В то же время идея Лаубе долго оставалась невостребованной. Лишь через 20 лет вышел в прокат фильм "Запах тайны", снятый продюсером Майком Тоддом-младшим в содружестве с Лаубе. Кинотеатры были оборудованы улучшенной "осмологической" машинерией, которая стоила продюсеру немалых денег. Реклама "аромавидения" также обошлась недешево. Итогом был полный кассовый провал: фильм был посредственным, а запахи больше мешали дышать, чем помогали смотреть. Карьера "всемирно известного осмолога" после этого подошла к концу, а осмология так и не пробила себе путь в серьезные научные дисциплины. И вновь причиной забвения науки оказались деньги, а точнее, невозможность найти осмологии применение, которое бы их приносило.
Люди, называющие себя осмологами, есть и сейчас, но это либо специалисты по ароматизации офисного воздуха, либо сотрудники парфюмерных фирм, либо простые шарлатаны, обещающие исцелить от всех болезней с помощью приятного запаха. Хотя осмология не стала наукой, ее судьба, в сущности, похожа на судьбу френологии и физиогномики, поскольку идеи, заложенные в ней, продолжают жить под другими "вывесками". Просто химики, синтезирующие ароматизаторы, предпочитают изучать вещество, а не то, как оно пахнет.
В истории были и случаи, когда перспективные научные направления забывались по чистой случайности, а потом о них вновь вспоминали. Так случилось с генетикой. Статью Грегора Менделя, заложившего основы науки о наследственности, просто никто не заметил, а монаху-доминиканцу, каковым был Мендель, не пристало заниматься саморекламой.
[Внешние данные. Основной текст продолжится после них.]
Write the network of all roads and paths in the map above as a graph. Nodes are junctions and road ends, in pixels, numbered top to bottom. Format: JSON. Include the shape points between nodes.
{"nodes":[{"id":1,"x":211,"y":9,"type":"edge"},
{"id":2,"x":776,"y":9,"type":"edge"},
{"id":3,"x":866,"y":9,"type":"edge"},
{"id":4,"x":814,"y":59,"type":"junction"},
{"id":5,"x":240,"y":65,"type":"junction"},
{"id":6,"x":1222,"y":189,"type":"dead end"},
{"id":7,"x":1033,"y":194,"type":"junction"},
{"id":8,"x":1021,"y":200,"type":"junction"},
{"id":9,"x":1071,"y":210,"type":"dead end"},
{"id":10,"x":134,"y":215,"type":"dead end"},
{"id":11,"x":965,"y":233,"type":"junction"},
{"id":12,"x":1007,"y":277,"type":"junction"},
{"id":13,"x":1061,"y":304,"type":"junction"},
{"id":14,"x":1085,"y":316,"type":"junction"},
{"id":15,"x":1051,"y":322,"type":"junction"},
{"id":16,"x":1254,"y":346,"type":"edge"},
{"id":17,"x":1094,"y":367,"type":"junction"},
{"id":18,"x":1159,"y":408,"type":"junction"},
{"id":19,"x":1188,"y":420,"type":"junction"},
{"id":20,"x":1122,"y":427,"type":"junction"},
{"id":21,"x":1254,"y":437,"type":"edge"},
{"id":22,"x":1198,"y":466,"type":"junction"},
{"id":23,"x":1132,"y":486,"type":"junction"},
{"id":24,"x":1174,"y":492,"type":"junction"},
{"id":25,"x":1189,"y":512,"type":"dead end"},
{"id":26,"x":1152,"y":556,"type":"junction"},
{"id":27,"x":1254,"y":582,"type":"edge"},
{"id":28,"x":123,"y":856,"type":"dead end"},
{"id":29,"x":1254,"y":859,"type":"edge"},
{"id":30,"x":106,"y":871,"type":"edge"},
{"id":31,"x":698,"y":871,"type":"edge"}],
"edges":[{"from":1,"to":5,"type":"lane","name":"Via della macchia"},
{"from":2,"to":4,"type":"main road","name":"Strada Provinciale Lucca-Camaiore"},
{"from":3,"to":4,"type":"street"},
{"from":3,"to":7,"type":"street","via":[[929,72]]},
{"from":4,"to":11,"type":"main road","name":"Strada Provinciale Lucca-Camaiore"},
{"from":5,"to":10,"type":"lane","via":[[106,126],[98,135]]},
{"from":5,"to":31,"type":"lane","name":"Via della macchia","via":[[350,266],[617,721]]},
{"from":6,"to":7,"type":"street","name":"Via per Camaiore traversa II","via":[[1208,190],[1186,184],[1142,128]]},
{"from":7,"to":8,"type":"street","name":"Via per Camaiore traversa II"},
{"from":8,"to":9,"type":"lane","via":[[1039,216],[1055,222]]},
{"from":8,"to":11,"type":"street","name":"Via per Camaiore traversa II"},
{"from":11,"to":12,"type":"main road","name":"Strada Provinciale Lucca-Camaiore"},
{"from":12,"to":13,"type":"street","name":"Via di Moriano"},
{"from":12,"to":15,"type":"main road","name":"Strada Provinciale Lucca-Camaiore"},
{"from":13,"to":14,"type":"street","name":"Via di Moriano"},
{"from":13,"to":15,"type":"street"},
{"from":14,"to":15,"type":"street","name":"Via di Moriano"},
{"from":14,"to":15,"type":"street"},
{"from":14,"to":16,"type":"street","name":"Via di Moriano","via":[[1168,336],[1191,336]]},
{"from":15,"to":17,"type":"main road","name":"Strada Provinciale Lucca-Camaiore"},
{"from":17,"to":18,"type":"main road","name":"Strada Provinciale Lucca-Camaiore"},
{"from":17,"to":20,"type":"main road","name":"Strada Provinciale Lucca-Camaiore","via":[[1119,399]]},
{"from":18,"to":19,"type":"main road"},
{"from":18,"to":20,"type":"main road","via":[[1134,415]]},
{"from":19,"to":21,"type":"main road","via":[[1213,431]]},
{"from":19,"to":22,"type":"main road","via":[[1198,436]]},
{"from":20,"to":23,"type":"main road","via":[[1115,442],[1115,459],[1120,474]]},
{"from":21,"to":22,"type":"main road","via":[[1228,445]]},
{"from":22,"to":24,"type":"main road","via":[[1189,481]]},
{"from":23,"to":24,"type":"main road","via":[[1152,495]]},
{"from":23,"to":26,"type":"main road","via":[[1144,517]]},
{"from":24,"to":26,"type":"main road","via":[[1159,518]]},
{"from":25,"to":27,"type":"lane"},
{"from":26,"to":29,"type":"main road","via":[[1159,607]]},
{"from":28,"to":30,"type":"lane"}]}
Хотя труд монаха был опубликован в 1856 году, законами наследственности заинтересовались только в 1902 году, когда англичанин Арчибальд Гаррод привлек внимание к этой теме.
Современный мир, как и прежде, время от времени становится свидетелем появления "научных дисциплин", которые явно обречены на забвение со дня своего рождения. Чего только стоят калиология — наука о птичьих гнездах; афнология — наука о богатстве; пиргология, изучающая башни; филематология, исследующая поцелуи; гелотология, на полном серьезе анализирующая смех. Каждая из подобных "дисциплин" берется за исследование микроскопической проблемы, которая не может быть изучена без связи с другими. Так, вряд ли кому-то удастся изучить богатство без экономики и социологии, а птичьи гнезда — без орнитологии, которая занимается теми, кто эти гнезда строит. И все же для многих соблазн создать собственную науку, где не было бы светил и корифеев, кроме них самих, оказывается непреодолимым. Многих также, очевидно, прельщает надежда стать наконец-то свободным от критики коллег, ведь вряд ли кто-нибудь станет тратить время на разбор опусов, посвященных общей теории поцелуев. Остается лишь надеяться, что деньги, как всегда, скажут свое веское слово — и эти "науки" будут преданы полному и окончательному забвению.